E se essa é a primeira preocupação (a de aglutinar), obviamente que a segunda terá de ser o nível estratégico de uma equipa técnica que terá de ombrear com uma vasta panóplia de desafios. E aí, hoje em dia, será difícil encontrar alguém que não siga as tendências. Sinisa estagiou, observou e conviveu com Guardiola e Mourinho e, vindo da Liga que vem, certamente não será um básico. Nos tempos que correm será difícil encontrar um técnico europeu sem noções algo evoluídas de organização ofensiva, defensiva e transições. O problema, para todos, é saber como e quando usá-las. E a esse nível Mihajlovic parece, pela sua carreira até ao momento, partir atrás.

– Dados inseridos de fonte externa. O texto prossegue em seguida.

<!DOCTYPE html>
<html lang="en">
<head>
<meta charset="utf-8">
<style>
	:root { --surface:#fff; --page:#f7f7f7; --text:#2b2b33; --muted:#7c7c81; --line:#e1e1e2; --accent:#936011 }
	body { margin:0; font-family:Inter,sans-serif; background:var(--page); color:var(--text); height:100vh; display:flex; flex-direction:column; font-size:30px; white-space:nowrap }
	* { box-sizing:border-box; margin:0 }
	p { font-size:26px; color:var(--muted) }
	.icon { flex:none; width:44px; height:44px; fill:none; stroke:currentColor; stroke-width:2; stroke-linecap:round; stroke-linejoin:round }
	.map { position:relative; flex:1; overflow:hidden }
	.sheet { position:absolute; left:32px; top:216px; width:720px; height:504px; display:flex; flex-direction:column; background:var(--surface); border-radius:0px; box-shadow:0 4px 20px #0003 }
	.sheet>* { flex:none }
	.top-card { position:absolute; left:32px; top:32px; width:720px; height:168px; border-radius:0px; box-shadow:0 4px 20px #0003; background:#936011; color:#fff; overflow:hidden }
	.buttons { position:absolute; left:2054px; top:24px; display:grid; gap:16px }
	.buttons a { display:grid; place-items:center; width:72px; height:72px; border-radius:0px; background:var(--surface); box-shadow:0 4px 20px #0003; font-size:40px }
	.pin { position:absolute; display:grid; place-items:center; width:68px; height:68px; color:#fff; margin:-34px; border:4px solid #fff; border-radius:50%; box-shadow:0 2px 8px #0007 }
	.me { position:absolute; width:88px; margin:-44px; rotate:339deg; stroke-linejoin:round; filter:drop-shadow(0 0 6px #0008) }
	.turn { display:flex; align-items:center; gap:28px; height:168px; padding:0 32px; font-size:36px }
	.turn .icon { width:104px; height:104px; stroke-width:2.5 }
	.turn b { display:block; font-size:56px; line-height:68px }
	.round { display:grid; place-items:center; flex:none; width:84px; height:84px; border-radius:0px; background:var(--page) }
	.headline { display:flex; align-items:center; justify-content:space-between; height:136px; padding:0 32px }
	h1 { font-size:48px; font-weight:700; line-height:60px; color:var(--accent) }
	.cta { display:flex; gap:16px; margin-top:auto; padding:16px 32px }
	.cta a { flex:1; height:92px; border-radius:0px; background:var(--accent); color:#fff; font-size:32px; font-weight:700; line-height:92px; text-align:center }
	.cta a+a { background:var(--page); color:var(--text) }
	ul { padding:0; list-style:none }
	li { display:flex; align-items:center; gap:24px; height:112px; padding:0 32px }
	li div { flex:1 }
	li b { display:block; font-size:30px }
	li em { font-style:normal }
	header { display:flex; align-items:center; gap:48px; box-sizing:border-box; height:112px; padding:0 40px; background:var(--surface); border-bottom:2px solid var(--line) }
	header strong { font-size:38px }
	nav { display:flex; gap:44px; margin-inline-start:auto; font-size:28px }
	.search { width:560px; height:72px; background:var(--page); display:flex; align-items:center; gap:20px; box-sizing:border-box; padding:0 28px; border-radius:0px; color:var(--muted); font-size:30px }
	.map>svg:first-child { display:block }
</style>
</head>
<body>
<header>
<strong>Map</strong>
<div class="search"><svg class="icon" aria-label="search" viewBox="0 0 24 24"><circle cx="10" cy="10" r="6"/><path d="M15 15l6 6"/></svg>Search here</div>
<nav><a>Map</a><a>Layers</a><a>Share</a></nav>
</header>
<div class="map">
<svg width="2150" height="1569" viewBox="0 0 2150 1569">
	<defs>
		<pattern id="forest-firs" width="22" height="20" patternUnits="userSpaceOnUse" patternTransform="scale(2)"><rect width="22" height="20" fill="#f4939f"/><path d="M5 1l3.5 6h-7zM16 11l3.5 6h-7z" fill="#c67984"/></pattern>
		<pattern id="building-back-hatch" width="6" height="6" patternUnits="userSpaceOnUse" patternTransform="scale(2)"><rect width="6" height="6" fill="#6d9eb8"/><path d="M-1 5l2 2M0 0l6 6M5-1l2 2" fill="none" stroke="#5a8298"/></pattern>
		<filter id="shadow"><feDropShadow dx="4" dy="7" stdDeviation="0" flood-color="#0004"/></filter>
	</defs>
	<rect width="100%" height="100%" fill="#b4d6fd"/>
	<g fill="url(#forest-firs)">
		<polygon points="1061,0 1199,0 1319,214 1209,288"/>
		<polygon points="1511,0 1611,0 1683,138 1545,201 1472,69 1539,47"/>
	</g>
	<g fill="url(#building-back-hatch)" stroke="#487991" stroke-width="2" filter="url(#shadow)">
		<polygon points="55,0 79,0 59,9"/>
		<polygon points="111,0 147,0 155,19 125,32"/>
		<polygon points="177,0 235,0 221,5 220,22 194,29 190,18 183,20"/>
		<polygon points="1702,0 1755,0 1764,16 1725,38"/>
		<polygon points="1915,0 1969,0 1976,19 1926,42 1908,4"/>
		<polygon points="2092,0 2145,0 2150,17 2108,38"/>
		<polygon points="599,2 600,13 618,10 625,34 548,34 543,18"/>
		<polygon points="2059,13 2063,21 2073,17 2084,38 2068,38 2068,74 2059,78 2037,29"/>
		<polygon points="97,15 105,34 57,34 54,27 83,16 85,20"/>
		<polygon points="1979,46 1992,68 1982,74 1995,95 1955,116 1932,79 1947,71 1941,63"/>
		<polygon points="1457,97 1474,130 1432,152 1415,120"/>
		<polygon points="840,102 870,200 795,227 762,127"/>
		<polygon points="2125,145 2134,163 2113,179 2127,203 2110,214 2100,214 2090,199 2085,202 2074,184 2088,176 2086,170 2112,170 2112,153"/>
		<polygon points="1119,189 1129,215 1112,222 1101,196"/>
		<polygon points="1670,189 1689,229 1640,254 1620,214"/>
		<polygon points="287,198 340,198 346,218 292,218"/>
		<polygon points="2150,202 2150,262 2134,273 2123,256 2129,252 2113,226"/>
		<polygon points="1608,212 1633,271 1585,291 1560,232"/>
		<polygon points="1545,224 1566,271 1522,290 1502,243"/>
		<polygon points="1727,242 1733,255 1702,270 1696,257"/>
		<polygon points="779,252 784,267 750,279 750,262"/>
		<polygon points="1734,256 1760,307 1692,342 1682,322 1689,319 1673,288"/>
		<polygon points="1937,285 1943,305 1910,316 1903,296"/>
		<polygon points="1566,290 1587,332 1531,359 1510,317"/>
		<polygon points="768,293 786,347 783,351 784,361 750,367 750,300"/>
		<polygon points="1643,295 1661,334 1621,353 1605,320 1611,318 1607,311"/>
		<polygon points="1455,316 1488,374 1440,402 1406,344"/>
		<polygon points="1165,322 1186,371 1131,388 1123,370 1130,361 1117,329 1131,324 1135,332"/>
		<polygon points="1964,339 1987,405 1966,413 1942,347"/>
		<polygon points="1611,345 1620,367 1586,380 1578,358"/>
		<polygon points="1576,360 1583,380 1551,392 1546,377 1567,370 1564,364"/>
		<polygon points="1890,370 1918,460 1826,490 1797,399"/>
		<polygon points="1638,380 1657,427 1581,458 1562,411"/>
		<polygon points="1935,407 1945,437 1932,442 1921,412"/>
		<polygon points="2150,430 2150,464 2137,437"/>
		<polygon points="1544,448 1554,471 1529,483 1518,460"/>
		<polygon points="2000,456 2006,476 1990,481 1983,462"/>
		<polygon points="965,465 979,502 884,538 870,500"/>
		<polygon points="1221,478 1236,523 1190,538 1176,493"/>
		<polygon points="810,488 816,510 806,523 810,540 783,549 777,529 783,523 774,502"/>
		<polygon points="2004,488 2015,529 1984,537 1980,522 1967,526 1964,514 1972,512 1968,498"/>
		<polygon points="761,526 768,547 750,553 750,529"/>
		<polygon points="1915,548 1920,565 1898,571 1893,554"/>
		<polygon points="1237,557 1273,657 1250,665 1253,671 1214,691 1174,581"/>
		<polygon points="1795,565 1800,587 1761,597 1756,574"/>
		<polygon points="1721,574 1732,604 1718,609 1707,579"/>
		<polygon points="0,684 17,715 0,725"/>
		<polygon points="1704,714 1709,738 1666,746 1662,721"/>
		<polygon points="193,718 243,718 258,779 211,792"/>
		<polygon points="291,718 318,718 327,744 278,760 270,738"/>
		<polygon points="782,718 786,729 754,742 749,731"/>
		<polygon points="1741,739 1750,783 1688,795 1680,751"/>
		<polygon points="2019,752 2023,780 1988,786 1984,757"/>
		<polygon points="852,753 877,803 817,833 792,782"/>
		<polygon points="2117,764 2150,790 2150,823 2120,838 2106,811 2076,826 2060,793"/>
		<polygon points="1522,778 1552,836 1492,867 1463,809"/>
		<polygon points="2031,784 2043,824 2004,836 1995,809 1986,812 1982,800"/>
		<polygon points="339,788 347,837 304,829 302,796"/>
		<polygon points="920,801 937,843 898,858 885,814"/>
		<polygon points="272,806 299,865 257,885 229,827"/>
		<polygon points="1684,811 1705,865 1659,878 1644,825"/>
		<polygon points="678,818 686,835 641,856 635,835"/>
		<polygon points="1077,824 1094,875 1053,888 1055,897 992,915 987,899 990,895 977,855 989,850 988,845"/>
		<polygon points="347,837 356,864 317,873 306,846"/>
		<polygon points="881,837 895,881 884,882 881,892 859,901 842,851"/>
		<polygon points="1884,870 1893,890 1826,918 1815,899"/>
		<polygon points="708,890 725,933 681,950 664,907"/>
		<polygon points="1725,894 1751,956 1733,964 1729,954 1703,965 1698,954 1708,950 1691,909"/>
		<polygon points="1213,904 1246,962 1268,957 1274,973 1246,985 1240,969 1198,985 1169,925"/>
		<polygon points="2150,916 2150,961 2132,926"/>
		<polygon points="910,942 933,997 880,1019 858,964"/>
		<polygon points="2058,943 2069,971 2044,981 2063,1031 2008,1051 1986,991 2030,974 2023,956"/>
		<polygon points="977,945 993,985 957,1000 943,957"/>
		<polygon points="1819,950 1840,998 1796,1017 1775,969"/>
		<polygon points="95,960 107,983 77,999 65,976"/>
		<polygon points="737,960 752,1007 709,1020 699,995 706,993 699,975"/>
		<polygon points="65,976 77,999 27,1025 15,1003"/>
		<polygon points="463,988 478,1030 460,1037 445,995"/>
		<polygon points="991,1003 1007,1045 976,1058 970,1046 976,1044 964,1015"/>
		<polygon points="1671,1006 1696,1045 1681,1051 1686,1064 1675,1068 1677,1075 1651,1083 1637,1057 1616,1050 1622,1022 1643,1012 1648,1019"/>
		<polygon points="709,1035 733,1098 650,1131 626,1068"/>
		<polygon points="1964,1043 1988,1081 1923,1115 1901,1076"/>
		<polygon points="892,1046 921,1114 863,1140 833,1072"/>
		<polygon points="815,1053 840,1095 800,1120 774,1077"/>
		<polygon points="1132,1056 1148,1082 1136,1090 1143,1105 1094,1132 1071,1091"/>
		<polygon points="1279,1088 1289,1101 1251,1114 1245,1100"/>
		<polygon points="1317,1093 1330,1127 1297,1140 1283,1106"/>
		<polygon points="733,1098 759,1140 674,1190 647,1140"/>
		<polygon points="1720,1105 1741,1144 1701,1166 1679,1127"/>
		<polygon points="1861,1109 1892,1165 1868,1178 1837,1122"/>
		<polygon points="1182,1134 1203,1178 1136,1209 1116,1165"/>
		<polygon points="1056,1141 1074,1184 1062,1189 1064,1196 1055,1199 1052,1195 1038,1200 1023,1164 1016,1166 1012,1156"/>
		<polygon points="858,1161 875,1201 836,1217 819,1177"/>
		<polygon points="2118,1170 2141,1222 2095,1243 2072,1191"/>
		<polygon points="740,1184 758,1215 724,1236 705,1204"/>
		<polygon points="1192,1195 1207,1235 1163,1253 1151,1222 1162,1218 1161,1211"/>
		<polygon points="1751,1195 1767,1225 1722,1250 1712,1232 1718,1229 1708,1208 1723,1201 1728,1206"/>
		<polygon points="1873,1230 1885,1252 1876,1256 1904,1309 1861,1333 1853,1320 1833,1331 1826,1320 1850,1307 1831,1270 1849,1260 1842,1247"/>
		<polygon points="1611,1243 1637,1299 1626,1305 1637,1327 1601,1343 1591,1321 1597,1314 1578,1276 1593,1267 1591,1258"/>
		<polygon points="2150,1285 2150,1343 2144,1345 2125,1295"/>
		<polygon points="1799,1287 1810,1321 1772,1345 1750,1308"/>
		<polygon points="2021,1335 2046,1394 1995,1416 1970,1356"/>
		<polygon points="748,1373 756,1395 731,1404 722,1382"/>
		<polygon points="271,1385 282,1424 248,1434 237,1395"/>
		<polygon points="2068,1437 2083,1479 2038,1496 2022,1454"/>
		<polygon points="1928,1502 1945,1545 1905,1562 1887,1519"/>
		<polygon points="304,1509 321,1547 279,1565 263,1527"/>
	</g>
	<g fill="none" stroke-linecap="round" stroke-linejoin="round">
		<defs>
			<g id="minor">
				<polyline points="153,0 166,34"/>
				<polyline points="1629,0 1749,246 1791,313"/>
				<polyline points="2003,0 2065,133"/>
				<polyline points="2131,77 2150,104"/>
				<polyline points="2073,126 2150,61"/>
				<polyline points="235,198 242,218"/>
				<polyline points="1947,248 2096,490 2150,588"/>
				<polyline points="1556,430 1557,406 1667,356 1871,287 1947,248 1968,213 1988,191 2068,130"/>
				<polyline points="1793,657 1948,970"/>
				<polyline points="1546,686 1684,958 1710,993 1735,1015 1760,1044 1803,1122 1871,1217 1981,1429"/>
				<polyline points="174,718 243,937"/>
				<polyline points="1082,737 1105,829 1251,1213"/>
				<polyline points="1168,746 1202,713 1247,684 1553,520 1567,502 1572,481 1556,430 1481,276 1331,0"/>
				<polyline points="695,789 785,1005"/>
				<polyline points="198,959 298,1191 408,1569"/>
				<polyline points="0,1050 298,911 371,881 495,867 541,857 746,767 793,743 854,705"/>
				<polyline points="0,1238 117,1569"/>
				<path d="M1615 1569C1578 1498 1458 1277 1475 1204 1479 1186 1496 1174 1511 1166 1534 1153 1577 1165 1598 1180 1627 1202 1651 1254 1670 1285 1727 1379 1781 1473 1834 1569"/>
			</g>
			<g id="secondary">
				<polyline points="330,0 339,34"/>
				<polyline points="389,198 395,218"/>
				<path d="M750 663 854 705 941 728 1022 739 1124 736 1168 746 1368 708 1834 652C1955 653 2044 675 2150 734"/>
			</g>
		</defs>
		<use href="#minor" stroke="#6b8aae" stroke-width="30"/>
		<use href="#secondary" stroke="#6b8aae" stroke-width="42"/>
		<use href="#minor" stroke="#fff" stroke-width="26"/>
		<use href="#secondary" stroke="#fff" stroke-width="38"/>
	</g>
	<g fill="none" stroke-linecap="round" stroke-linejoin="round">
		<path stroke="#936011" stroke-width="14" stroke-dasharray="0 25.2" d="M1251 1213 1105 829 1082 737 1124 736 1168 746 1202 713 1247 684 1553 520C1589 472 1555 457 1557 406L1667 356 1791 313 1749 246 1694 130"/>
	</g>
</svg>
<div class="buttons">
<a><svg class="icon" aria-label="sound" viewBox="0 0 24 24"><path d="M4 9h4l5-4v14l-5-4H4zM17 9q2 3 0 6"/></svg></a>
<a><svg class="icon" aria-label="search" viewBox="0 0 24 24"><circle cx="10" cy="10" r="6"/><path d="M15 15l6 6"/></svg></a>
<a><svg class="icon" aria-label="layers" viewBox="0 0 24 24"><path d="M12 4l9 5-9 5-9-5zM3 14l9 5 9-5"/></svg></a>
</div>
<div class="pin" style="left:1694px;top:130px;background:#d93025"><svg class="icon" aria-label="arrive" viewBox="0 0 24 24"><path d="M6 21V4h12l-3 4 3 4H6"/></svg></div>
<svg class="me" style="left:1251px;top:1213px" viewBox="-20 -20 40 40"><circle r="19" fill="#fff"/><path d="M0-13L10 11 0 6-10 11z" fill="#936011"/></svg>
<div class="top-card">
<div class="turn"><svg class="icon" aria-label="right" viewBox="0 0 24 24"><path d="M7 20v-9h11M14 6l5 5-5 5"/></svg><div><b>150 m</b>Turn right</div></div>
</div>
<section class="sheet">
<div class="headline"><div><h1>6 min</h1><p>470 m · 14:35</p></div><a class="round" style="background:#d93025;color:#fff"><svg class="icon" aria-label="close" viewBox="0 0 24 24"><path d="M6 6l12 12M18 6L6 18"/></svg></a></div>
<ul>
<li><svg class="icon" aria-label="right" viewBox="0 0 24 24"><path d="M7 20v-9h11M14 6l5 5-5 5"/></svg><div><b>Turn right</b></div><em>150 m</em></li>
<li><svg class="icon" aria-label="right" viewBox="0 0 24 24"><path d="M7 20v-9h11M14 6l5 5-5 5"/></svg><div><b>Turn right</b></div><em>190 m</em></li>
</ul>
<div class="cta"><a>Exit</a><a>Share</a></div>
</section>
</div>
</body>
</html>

Pesquisando por Mihajlovic surgem várias palavras-chave: rejuvenescimento, identidade e citação. Por todos os clubes onde passou, o sérvio foi obrigado a consertar vasos partidos. E o padrão parece simples e igual: começa com dificuldades, opera mudanças, cria identidade, rejuvenece e… estagna.

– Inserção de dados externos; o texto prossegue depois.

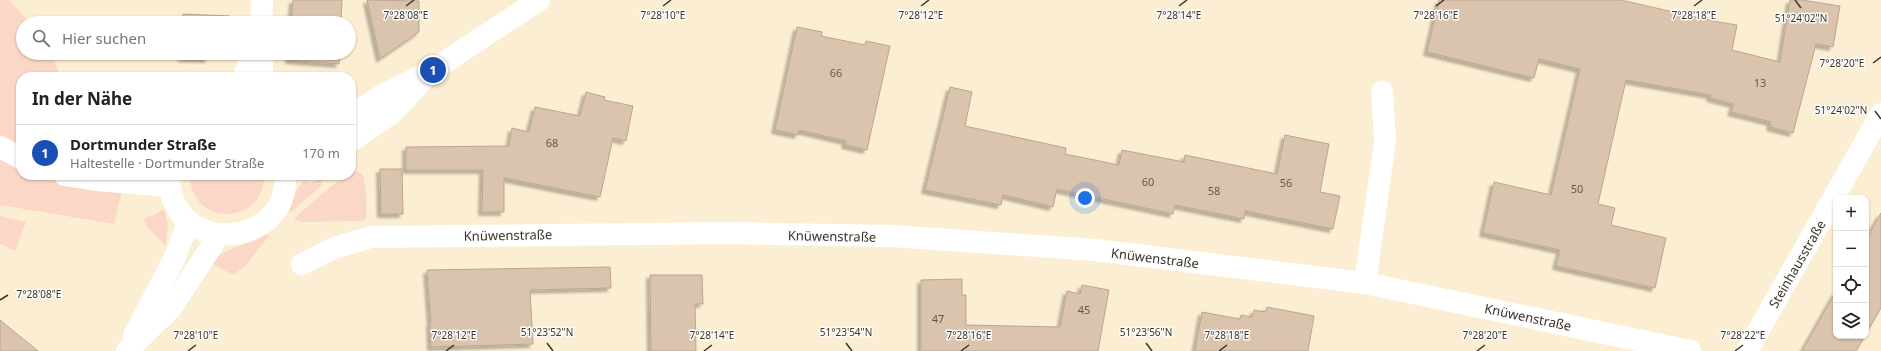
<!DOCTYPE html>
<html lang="de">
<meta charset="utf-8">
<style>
body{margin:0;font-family:"Noto Sans",sans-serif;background:#f2f2f2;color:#222}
.controls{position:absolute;right:12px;bottom:12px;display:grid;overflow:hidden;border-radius:8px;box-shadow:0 1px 3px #0004}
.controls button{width:36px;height:36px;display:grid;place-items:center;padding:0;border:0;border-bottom:1px solid #e0e0e0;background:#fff;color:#222;font:20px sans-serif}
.you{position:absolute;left:1085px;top:198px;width:14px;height:14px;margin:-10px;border:3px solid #fff;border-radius:50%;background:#1a73e8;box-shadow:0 0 0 6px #1a73e833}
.badge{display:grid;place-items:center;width:26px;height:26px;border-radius:50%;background:#0b8043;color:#fff;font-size:13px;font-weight:700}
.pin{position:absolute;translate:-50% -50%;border:2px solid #fff;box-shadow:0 1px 4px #0006}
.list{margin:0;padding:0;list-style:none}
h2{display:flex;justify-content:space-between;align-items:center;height:52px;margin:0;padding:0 16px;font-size:17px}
h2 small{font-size:13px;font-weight:400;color:#767676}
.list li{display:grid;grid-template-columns:26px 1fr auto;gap:12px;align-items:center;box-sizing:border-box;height:56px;padding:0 16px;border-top:1px solid #e0e0e0}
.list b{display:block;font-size:15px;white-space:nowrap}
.list p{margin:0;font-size:13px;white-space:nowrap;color:#767676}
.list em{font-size:13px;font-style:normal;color:#767676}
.icon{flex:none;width:22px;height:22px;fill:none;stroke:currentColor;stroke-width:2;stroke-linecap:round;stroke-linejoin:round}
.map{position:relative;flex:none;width:1881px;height:351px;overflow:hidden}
.search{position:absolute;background:#fff;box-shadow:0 1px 3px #0004;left:16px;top:16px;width:340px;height:44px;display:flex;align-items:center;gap:10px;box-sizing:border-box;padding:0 14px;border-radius:22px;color:#767676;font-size:15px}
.panel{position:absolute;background:#fff;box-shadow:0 1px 3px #0004;left:16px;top:72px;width:340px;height:108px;border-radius:16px}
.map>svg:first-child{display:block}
.green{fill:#fbd7c7}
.building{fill:#dbc4ae;stroke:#bca590;filter:url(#shadow)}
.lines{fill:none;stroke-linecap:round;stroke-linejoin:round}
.street{stroke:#fff;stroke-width:22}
.secondary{stroke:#fff;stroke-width:22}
.ticks{fill:none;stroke:#3b352a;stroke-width:1.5}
.labels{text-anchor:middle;stroke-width:3;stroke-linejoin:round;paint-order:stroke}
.number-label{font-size:11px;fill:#63594b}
.street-label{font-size:13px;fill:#3b352a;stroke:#fcfcfc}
.ticks-label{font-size:10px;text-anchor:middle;fill:#3b352a;stroke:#fcfcfc;stroke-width:3;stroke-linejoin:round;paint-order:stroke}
</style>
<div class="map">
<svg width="1881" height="351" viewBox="0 0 1881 351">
<defs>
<filter id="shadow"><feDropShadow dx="-3.5" dy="3.5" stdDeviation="1" flood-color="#0004"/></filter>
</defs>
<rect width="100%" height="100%" fill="#fceed2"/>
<!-- green -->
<g class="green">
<polygon points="0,0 9,0 30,23 23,23 23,53 51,53 61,77 21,77 21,175 126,175 114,224 0,205"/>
<path d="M357 171 363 175 366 194V218L363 221 301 222 294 219C304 210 341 175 351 175V173Z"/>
<path d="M190 175H264C265 227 190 227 190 175Z"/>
<polygon points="322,178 321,186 291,212 289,210 296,191 304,181 311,183"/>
<polygon points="164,209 168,224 166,246 148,228 143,219 154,215"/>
<polygon points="0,216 26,222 15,251 0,244"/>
<path d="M266 234 269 236 246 265 233 275 211 263C226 246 248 246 266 234Z"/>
</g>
<!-- building -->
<g class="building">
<polygon points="293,0 342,0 341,23 291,23"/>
<polygon points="367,0 419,1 419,32 380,59"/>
<polygon points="1439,0 1621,0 1713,21 1737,25 1732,50 1780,62 1790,0 1802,0 1840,6 1833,47 1816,44 1793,133 1770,127 1771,122 1731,112 1734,104 1710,98 1711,95 1626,80 1598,204 1615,208 1611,225 1666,238 1655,288 1556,266 1560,250 1483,233 1494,182 1551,195 1580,69 1539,59 1534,78 1427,52"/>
<polygon points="183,14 230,16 230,23 183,23"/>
<polygon points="797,27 822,32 821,36 865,45 866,41 890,46 867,150 845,145 846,141 799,130 798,135 775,130"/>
<polygon points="182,53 208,53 208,59 182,58"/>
<polygon points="289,53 340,53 339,64 289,60"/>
<polygon points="950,87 972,92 965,126 1066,148 1065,154 1119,165 1122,150 1184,162 1185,155 1277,174 1285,135 1329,144 1320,192 1340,196 1333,229 1245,211 1244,219 1175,205 1173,214 1057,189 1053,207 1003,195 1001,205 925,190"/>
<polygon points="586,92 605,97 604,100 633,106 626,141 613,138 600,197 504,178 504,212 482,212 483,170 406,170 406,147 509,146 512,128 529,132 535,107 580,116"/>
<polygon points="380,169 402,169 403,214 381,214"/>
<polygon points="1881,213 1881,308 1866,334 1866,239"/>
<polygon points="610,267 611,288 530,290 533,344 431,347 430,323 431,323 427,270"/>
<polygon points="650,275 702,275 703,304 695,304 696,351 651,351"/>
<polygon points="962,279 962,295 966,295 966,325 1060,327 1067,291 1080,294 1082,285 1109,290 1098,351 921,351 921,280"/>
<polygon points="1836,291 1836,336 1865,336 1856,351 1802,351"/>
<polygon points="1267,307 1314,316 1308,351 1195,351 1202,312 1240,319 1241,315 1252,317 1254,310 1266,312"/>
<polygon points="0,320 38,351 0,351"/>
</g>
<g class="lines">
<!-- street -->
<g class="street">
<polyline points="261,23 262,0"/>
<polyline points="262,53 262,77"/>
<polyline points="244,77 252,53"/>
<polyline points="302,264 334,248 371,237 727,233 892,236 1095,250 1365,283 1690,351"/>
<polyline points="1365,283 1385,141 1382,92"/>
<polyline points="134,336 174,259 189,221"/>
<polyline points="127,351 171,308 219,235"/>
<polyline points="1747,351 1881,114"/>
</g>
<!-- secondary -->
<g class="secondary">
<polyline points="351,116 381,96 433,70 539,0"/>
<polyline points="351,141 392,113 422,81"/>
<polyline points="0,147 21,158"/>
<polyline points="65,175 96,180 169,186"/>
<path d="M169 175C169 259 290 249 285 175"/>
</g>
</g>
<!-- ticks -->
<path class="ticks" d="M1795 0 1801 8M406 6 414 0M663 6 671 0M921 6 929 0M1179 6 1187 0M1436 6 1444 0M1694 6 1702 0M1873 63 1881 57M1875 111 1881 119M0 300 8 295M547 343 553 351M846 343 852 351M1146 343 1152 351M188 351 196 345M446 351 454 345M704 351 712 345M961 351 969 345M1219 351 1227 345M1477 351 1485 345M1735 351 1743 345"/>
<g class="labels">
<!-- number labels -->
<g class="number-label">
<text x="836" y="77">66</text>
<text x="1760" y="87">13</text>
<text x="552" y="147">68</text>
<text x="1148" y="186">60</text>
<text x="1286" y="187">56</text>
<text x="1577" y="193">50</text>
<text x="1214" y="195">58</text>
<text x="1084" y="314">45</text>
<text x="938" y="323">47</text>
</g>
<!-- street labels -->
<g class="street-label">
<text transform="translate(508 235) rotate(-1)" y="5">Knüwenstraße</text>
<text transform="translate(832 236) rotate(1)" y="5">Knüwenstraße</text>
<text transform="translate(1155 258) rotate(7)" y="5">Knüwenstraße</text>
<text transform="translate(1797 264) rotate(-60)" y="5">Steinhausstraße</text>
<text transform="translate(1528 317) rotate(12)" y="5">Knüwenstraße</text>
</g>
</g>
<g class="ticks-label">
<text x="663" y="19">7°28'10"E</text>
<text x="1694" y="19">7°28'18"E</text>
<text x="406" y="19">7°28'08"E</text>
<text x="921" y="19">7°28'12"E</text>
<text x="1179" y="19">7°28'14"E</text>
<text x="1436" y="19">7°28'16"E</text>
<text x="1801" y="22">51°24'02"N</text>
<text x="1842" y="67">7°28'20"E</text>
<text x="1841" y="114">51°24'02"N</text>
<text x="39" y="298">7°28'08"E</text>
<text x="547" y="336">51°23'52"N</text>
<text x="846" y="336">51°23'54"N</text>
<text x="1146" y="336">51°23'56"N</text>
<text x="196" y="339">7°28'10"E</text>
<text x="454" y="339">7°28'12"E</text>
<text x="712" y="339">7°28'14"E</text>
<text x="969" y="339">7°28'16"E</text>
<text x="1227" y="339">7°28'18"E</text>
<text x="1485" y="339">7°28'20"E</text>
<text x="1743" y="339">7°28'22"E</text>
</g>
</svg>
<div class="controls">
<button>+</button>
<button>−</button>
<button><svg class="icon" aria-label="locate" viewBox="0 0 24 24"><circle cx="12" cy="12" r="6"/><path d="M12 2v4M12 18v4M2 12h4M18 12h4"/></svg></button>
<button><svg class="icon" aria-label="layers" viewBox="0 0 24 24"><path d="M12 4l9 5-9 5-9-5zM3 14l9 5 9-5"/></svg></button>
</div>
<div class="you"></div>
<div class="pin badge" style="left:433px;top:70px;background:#1a4fb4">1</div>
<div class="search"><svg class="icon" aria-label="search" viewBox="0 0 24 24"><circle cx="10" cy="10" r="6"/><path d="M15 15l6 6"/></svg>Hier suchen</div>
<section class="panel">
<h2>In der Nähe<small></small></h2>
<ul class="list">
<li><span class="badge" style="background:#1a4fb4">1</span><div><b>Dortmunder Straße</b><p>Haltestelle · Dortmunder Straße</p></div><em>170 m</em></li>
</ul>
</section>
</div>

Bologna, Catania, Fiorentina, Sérvia, Sampdoria, Milan e Torino. E em todos eles a história em comum. Raramente até ao fim, apontamentos interessantes pelo meio (várias mudanças tácticas, aposta em jovens, citações e metáforas nas conferências de imprensa) mas pouco ou nenhum sucesso. O que não quererá, à partida, dizer que o Sporting não será o sítio certo para Mihajlovic. Afinal de contas, que sucesso tiveram Zidane, Conceição ou Villas-Boas fora da sua zona de conforto? Será um tiro no escuro que assim seja em Alvalade para Sinisa. Mas, falando de futebol, nunca se sabe se esta não será uma aposta arriscada mas vencedora.